■ Exercise: Pick every line from the data below that contains the string "junction" and copy it.

▬▬▬▬▬▬

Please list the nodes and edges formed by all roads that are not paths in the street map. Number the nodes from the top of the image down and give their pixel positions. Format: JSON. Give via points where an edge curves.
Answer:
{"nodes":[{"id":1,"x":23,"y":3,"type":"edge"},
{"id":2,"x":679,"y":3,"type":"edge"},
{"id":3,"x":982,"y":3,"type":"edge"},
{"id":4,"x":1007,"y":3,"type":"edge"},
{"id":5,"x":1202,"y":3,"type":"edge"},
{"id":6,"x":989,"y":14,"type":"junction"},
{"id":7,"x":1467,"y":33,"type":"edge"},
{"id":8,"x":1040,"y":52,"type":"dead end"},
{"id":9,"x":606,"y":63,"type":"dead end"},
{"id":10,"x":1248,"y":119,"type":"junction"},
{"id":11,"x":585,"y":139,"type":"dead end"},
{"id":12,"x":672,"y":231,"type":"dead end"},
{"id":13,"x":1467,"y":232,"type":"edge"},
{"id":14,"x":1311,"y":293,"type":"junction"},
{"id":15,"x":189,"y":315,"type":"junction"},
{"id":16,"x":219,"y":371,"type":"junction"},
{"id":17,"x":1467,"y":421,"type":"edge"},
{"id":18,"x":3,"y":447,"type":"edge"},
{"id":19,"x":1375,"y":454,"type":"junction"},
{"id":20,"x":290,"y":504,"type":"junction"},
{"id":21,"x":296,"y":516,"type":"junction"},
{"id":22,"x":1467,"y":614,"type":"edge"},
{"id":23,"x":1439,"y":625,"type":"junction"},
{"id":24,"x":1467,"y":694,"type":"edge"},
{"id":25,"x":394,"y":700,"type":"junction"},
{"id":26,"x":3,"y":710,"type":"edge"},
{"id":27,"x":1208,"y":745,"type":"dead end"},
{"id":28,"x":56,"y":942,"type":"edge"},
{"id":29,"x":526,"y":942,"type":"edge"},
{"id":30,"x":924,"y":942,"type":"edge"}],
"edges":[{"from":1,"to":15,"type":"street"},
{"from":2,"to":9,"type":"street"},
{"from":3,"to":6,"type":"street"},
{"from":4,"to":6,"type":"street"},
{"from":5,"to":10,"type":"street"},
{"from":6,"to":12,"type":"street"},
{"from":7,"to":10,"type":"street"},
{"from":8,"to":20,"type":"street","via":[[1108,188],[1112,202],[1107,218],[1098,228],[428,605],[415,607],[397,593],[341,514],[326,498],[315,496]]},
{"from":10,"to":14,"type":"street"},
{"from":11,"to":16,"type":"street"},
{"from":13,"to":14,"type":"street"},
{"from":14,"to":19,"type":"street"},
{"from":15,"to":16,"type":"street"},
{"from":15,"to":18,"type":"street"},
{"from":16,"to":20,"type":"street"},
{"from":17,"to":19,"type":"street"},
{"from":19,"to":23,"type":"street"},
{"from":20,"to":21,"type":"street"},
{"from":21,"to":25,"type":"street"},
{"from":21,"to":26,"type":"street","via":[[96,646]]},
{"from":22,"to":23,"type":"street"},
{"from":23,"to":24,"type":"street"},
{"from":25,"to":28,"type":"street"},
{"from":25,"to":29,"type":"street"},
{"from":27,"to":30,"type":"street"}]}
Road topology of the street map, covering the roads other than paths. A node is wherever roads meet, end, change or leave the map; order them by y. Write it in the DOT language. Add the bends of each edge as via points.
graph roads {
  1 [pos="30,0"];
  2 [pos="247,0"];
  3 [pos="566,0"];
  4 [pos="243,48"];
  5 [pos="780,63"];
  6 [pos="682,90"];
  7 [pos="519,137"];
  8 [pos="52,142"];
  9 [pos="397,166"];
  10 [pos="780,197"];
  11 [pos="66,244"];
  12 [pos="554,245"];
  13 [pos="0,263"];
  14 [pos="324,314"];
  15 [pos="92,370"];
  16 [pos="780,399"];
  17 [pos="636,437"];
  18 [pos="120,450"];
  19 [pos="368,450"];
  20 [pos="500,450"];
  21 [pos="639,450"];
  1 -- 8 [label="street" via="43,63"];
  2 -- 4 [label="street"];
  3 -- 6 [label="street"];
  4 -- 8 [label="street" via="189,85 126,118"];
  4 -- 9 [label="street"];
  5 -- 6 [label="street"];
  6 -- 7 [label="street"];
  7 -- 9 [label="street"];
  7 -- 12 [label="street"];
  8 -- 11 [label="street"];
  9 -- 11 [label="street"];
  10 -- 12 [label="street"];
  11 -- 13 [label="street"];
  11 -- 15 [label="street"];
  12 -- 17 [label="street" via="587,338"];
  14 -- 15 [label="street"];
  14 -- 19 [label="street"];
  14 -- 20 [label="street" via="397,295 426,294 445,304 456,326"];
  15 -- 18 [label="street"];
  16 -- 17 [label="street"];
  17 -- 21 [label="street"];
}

▬▬▬▬▬▬

■ Result for this exercise:
{"id":6,"x":989,"y":14,"type":"junction"},
{"id":10,"x":1248,"y":119,"type":"junction"},
{"id":14,"x":1311,"y":293,"type":"junction"},
{"id":15,"x":189,"y":315,"type":"junction"},
{"id":16,"x":219,"y":371,"type":"junction"},
{"id":19,"x":1375,"y":454,"type":"junction"},
{"id":20,"x":290,"y":504,"type":"junction"},
{"id":21,"x":296,"y":516,"type":"junction"},
{"id":23,"x":1439,"y":625,"type":"junction"},
{"id":25,"x":394,"y":700,"type":"junction"},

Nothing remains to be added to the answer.